В повести точно обозначено время действия – январь 1951 года. И не знаю, как другие, но я, читая повесть, все время возвращался мыслью к тому, а что я делал, как жил в это время. Помню, ходил в университет на Моховой по утреннему скрипучему снежку мимо Кремля, любил смотреть на его красивые, недоступные, чуть подбеленные изморозью стены, сдавал зимнюю сессию, зубрил только что введенный курс «сталинского учения о языке», сочинял сценарий студенческого капустника, бегал на дружеские вечеринки… В том январе газеты писали о прокладке русла Волго-Дона и о скоростных плавках стали, об укрупнении колхозов и продвижении на север культуры грузинского чая, о близких выборах и о войне в Корее, о юбилее Алишера Навои и финальных играх на кубок по хоккею. Страна жила своими большими и малыми заботами, и мы жили всем этим вместе с нею.
Но как же я не знал об Иване Шухове? Как мог не чувствовать, что вот в это тихое морозное утро его вместе с тысячами других выводят под конвоем с собаками за ворота лагеря в снежное поле – к объекту? Как мог жить я тогда так мирно и самодовольно? Вроде тех девушек-студенток, что повстречались бригадиру Тюрину в поезде: «Едут мимо жизни, семафоры зеленые…».
Вот от каких мыслей труднее всего отвязаться.
2
Но тут я слышу голос, заставляющий меня вздрогнуть: «И все же хочется спросить: правы ли некоторые наши критики, безоговорочно принимающие образ Шухова таким, каким он дан в повести?» Это спрашивает Ф. Чапчахов из журнала «Дон» (1963, № 1). Немного озадачивает сама форма вопроса: можно подумать, что критик был коротко знаком с Иваном Денисовичем Шуховым еще прежде, чем прочел о нем в повести. Такой Иван Денисович, каким мы вместе с миллионами читателей узнали его из книги Солженицына, оказывается, не сходится с тем Иваном Денисовичем, каким рисует его воображение критика. Сугубо профессиональный феномен восприятия! Подобное раздвоение впечатлений вряд ли возможно у обыкновенного читателя, но в критике оно встречается.
Как тут не вспомнить о старом-престаром различии двух способов критики – нормативного и аналитического.
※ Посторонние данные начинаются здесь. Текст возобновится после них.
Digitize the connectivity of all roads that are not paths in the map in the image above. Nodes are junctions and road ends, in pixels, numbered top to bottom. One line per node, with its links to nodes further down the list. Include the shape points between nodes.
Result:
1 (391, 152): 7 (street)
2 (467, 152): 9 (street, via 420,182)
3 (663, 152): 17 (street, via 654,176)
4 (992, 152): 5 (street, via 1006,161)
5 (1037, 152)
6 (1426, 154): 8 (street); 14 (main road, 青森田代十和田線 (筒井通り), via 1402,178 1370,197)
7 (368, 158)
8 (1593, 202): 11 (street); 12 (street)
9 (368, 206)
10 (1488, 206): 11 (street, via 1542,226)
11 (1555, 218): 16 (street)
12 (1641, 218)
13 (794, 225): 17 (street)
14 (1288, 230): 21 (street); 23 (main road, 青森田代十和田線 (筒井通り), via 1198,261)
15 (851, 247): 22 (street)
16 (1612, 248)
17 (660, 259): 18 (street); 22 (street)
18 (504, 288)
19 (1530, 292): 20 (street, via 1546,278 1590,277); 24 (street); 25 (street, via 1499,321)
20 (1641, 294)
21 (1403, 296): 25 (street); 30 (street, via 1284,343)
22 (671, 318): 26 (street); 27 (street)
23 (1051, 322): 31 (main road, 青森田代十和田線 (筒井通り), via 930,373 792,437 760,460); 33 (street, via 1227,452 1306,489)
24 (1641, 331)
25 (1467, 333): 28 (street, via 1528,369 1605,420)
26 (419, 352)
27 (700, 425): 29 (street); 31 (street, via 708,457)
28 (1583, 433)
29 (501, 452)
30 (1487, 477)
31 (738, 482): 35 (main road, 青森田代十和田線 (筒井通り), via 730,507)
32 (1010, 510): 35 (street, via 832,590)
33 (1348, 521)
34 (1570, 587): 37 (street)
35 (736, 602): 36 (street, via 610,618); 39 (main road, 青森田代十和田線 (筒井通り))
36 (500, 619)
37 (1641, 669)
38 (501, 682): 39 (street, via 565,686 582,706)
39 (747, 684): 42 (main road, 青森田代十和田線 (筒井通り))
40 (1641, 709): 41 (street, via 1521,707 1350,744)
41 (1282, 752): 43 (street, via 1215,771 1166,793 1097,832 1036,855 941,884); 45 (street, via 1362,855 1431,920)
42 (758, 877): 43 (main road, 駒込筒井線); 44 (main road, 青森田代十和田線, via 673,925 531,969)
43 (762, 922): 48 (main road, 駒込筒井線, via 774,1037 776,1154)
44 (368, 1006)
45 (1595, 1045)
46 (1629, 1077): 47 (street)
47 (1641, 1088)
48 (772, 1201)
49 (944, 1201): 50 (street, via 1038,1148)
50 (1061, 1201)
Коротко говоря, нормативный подход состоит в том, что у критика еще до знакомства с произведением, о котором он будет судить, готовы понятия обо всем, что касается этого произведения. Критик заранее знает, как должен выглядеть основной герой, чем должен завершаться конфликт, в каких пропорциях должны находиться светлые и темные краски, каков при этом должен быть «фон» и т. п. Читая затем книгу, он производит несложную работу, в чем-то схожую с портняжным ремеслом: накладывает готовые мерки, прикидывает, соответствует ли результат прежним измерениям, закрепленным в своде правил, и если нет – находит произведение неудачным, если да – отходит удовлетворенный. Хуже всего, когда такой критик начинает советовать автору – одно укоротить, другое «припустить», прикидывая при этом платье на себя или, что не лучше, на того стандартного «болвана», который торчит в углу прихожей в ателье.
В противоположность нормативному аналитический способ критики состоит в том, чтобы подходить к произведению как к отражению живой, противоречивой, непрестанно меняющейся жизни и, исходя из свидетельства художника, выносить суд о самом произведении и о жизни, в нем изображенной. Все это – азы материалистической эстетики, которые были провозглашены еще Добролюбовым и научное подтверждение которым мы находим в ленинской теории отражения. Если их приходится повторять, то лишь потому, что нормативная критика, не слишком обнажающая свою уязвимость, пока она имеет дело с книгами, написанными по нормативным же правилам, становится крайне беспомощной и неумелой, попросту теряется, когда ей приходится столкнуться с произведением, возникшим из глубины жизни, передающим ее сложную диалектику, открывающим что-то действительно новое, прежде в литературе неиспробованное.